Publie le jeudi 24 juin 2004 par Open-Publishing

Jusqu’où peut aller un dessin de presse au Proche-Orient ? Le dessinateur du "Monde" est allé poser la question au chef de l’Autorité palestinienne, puis à deux caricaturistes, la Palestinienne Omayya et l’Israélien Kichka.

Plantu s’est rendu en Israël et dans les territoires palestiniens du 19 au 24 mai. A Ramallah, il a pu rencontrer le chef de l’Autorité palestinienne, Yasser Arafat. Ce dernier, qui avait déjà reçu notre collaborateur en mai 1991, à Tunis, a, cette fois encore, commenté avec lui certains dessins sur le conflit israélo-palestinien.

Plantu a également interrogé deux caricaturistes réputés sur la façon dont ils traitent du Proche-Orient.

Plantu : en 1991, vous aviez fait un dessin qui représentait l’avenir de la palestine avec les israéliens, les chrétiens et les musulmans. est-ce que vous pensez qu’un jour ce logo, comme vous me l’aviez dit à l’époque, sera imprimé sur la monnaie du proche-orient ?

Yasser Arafat : C’est ce que nous croyons.

P. : Vous pensez qu’un jour il y aura une région dont le drapeau réunira et le drapeau israélien et le drapeau palestinien ?

 Yasser Arafat montre des insignes sur sa veste. L’un de ces insignes représente le drapeau israélien. -

P. : Il ne faut pas le cacher derrière le keffieh.

Y. A. : Il ne le cache pas, il le couvre.

P. : Oui, mais ce serait plus joli si c’était découvert

Y. A. : Ma façon de porter le keffieh représente la carte de la Palestine.

P. : Un dessin comme celui-ci qui montre Yasser Arafat essayant d’empêcher les actes terroristes du Hamas peut-il être publié dans la presse palestinienne ? Des dessins mettent-ils en cause des actes du Hamas ?

Y. A. : Il y a des choses pires que celle-ci qui peuvent passer dans les caricatures palestiniennes.

P. : Certains de ces dessins vous mettent-ils en cause ?

Y. A. : Jusqu’à présent, il n’y a pas eu d’attaques au niveau de la caricature, ça ne s’est pas produit. Cela n’empêche pas que cela puisse se passer. Les atteintes contre le président passent plutôt dans les articles, pas forcément dans la caricature, mais ça pourrait arriver. Dans la presse, tout peut être dit.
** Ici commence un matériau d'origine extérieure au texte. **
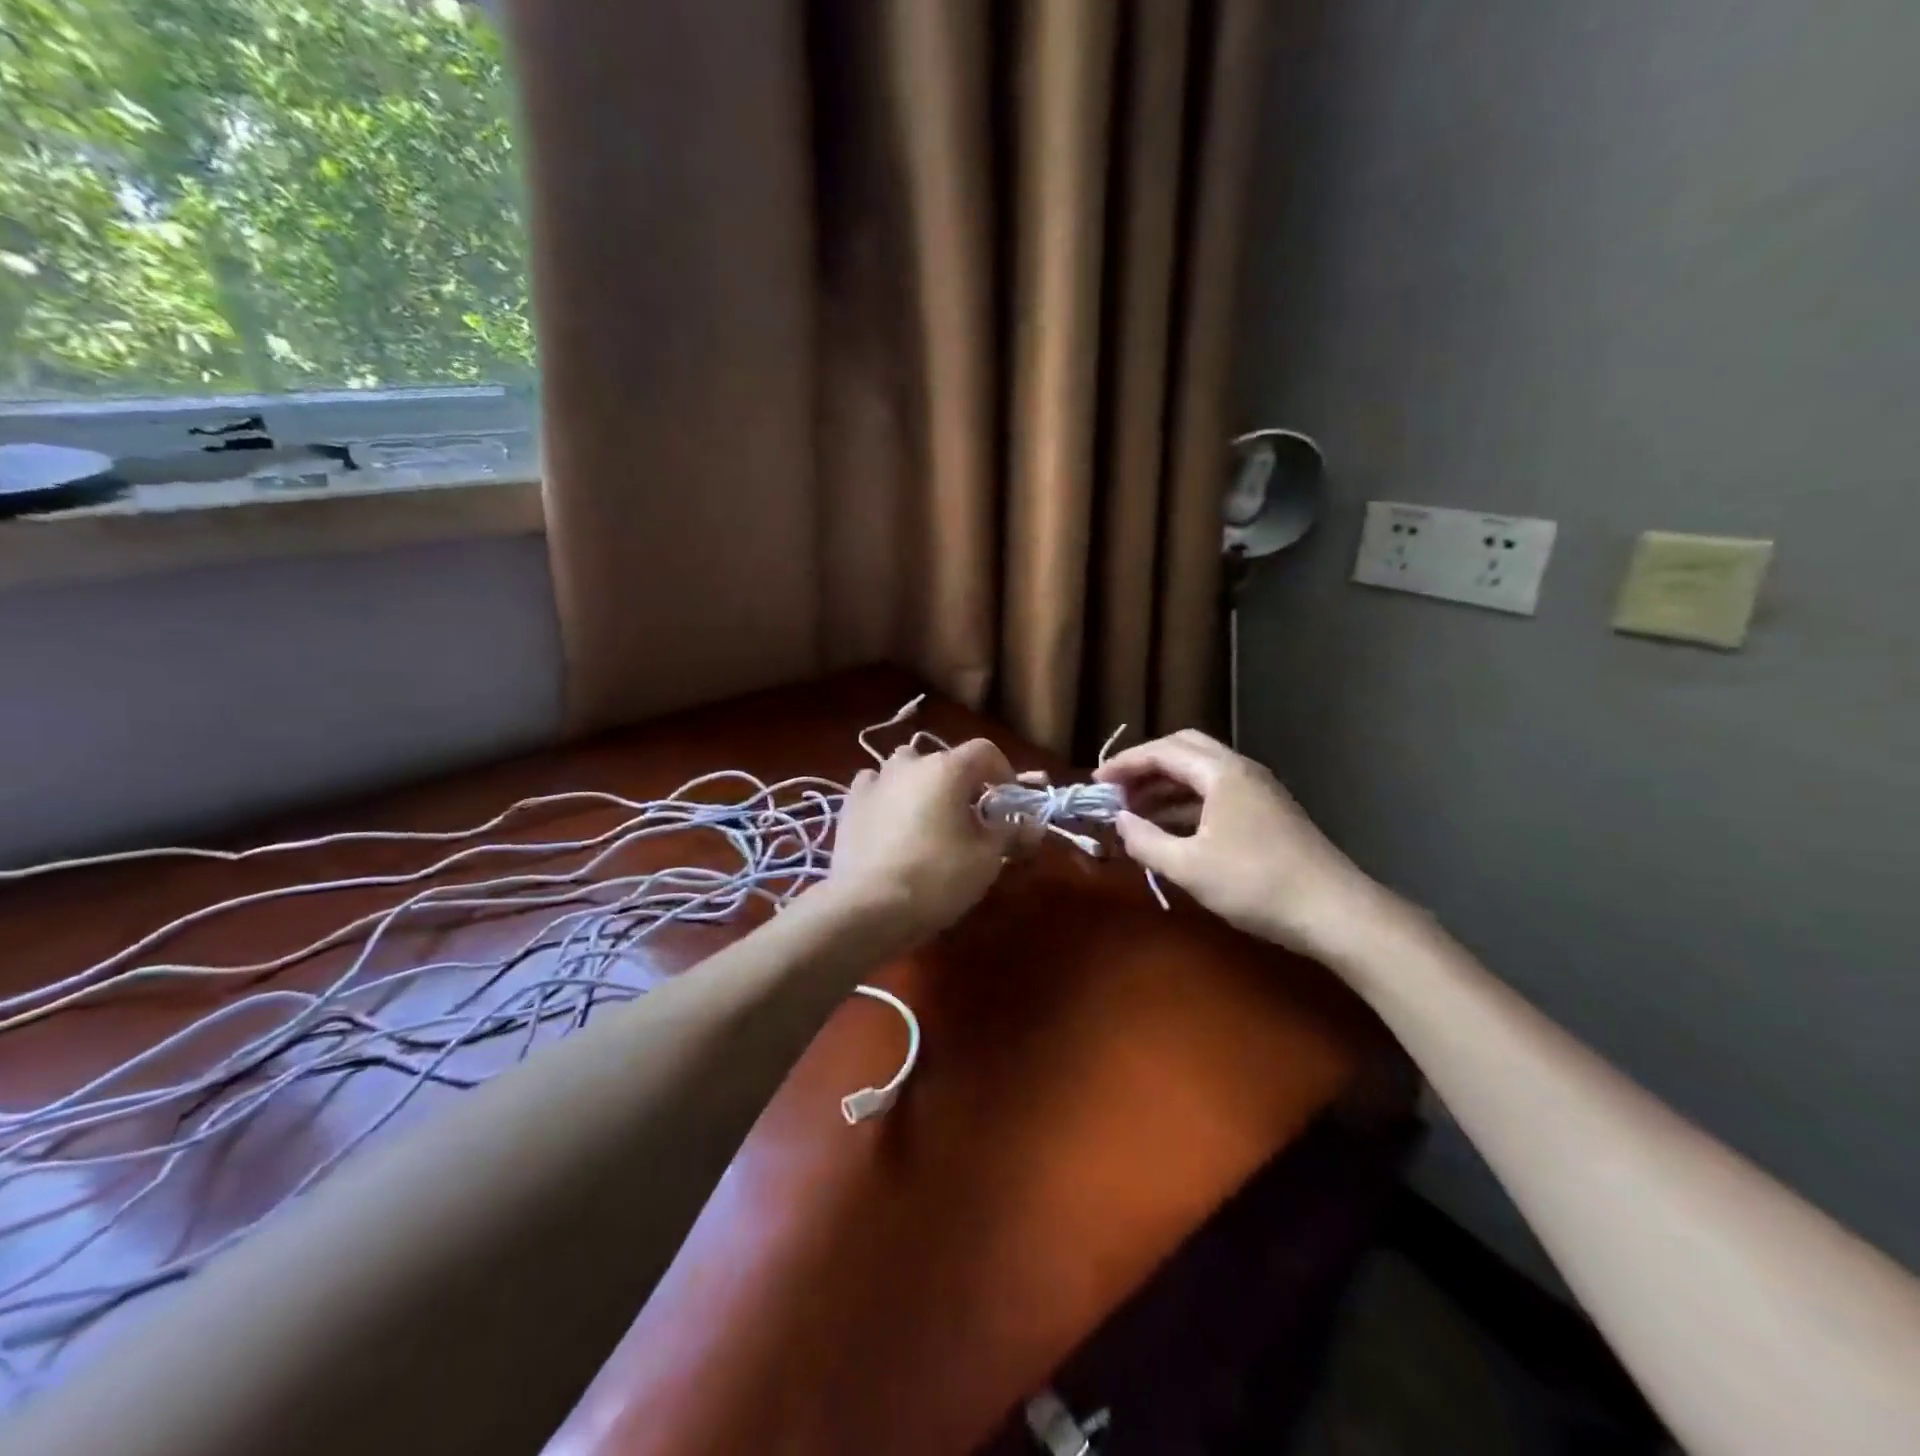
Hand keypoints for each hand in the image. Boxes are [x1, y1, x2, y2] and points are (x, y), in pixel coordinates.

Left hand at [825, 737, 1016, 949]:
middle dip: (961, 783)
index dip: (1003, 772)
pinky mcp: (850, 804)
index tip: (1007, 803)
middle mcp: (910, 764)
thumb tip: (1033, 825)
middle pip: (944, 760)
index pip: (985, 751)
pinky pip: (875, 787)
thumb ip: (1011, 834)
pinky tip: (891, 823)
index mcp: (947, 768)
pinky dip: (888, 797)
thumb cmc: (937, 877)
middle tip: (969, 819)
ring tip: (928, 819)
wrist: (868, 906)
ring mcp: (875, 781)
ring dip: (921, 784)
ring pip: (905, 769)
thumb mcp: (986, 860)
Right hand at [1095, 729, 1386, 960]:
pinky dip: (1186, 802)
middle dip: (1146, 766)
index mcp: (1222, 773)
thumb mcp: (1189, 867)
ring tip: (1135, 811)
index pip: (1163, 751)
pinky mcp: (1268, 812)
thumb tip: (1119, 822)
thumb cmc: (1256, 884)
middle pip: (1185, 750)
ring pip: (1202, 772)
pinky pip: (1216, 793)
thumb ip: (1146, 841)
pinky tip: (1170, 829)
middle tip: (1118, 790)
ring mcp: (1258, 790)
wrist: (1334, 912)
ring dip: (1166, 785)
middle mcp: (1241, 770)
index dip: (1125, 763)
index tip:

 Yasser Arafat montre un document. -

Vous êtes peut-être au courant que les Britanniques aident à l’entraînement de la police palestinienne et des services de sécurité. C’est un rapport britannique qui mentionne dans les faits et en détail le nombre d’opérations-suicides évitées par l’Autorité. C’est un document des Britanniques, ce n’est pas un document qui sort de chez nous.

P. : C’est-à-dire qu’un dessin montrant Arafat essayant d’arrêter les terroristes du Hamas, c’est quelque chose qui existe ? On peut dire que l’Autorité et Yasser Arafat essaient d’empêcher des actes du Hamas ?

Y. A. : Je voudrais vous montrer quelque chose de plus significatif que ce dessin : c’est la partie de mon discours au sommet arabe que nous avons transmis par satellite ce matin au sommet arabe de Tunis : "Nous assurons, devant vous et devant le monde entier, notre refus permanent et total de porter atteinte aux civils, qu’ils soient palestiniens ou israéliens, parce que cela est en contradiction avec nos principes humanitaires et notre croyance religieuse qui rejette le terrorisme."

P. : Vous pourriez, sur ce dessin, avec le feutre, rayer vous-même les actes terroristes du Hamas ?

Y. A. : En tant qu’être humain je ne peux pas, dans mes principes d’être humain, éliminer un autre être humain.

P. : Il ne s’agit pas d’éliminer, il s’agit de dire : "Vous arrêtez les actes terroristes contre les civils israéliens."

Y. A. : Je l’ai dit devant le monde entier aujourd’hui, et ça a été diffusé par toutes les télévisions du monde en direct. Je l’ai dit et assuré.

P. : Ça aurait été plus fort en dessin.

 Plantu montre le dessin de la spirale du Proche-Orient. -

Celui-ci montre comment les Israéliens poussent les Palestiniens à des actes désespérés de terrorisme et s’enferment dans une spirale infernale. Heureusement, cette colombe les aidera peut-être à en sortir...

Y. A. : Souvenez-vous du mur de Berlin, n’est-il pas tombé ? Le monde entier n’a-t-il pas fait tomber le mur ?

P. : C’est peut-être la colombe qui fera tomber le mur ?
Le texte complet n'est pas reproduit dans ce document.